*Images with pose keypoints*
■ ■ ■

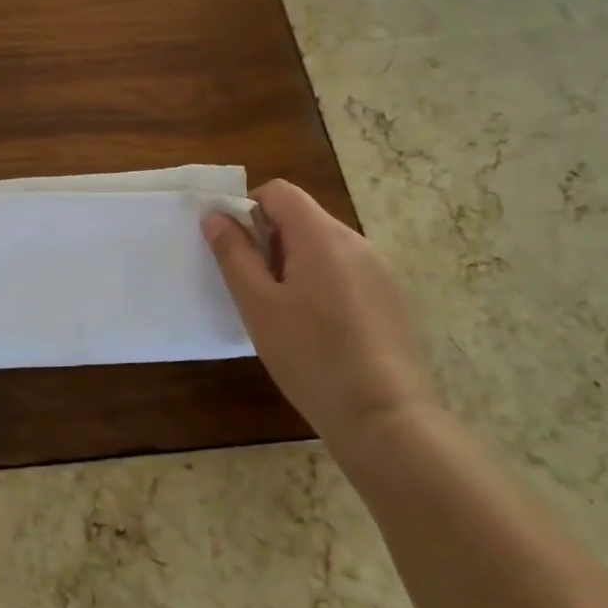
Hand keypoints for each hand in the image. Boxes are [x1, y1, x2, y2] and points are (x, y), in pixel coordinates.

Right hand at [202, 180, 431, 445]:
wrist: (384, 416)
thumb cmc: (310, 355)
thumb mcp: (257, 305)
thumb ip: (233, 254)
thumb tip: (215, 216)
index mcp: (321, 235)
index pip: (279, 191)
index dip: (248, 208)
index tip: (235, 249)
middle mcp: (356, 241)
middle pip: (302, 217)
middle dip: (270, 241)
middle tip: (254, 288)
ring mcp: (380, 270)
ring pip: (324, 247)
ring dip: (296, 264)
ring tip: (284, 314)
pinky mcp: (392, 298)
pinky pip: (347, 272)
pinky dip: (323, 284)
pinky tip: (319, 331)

■ ■ ■

*Requirement*
Only these are to be transcribed: the line with "middle tip: (254, 288)" and every line after it through the last line of the entries, each exactly.

*Written response*
middle tip: (254, 288)
ring mcp: (380, 270)
ring pip: (324, 247)
ring dip: (296, 264)
ring tip: (284, 314)
pinky mcp: (392, 298)
pinky pip: (347, 272)
pinky dip: (323, 284)
pinky tip: (319, 331)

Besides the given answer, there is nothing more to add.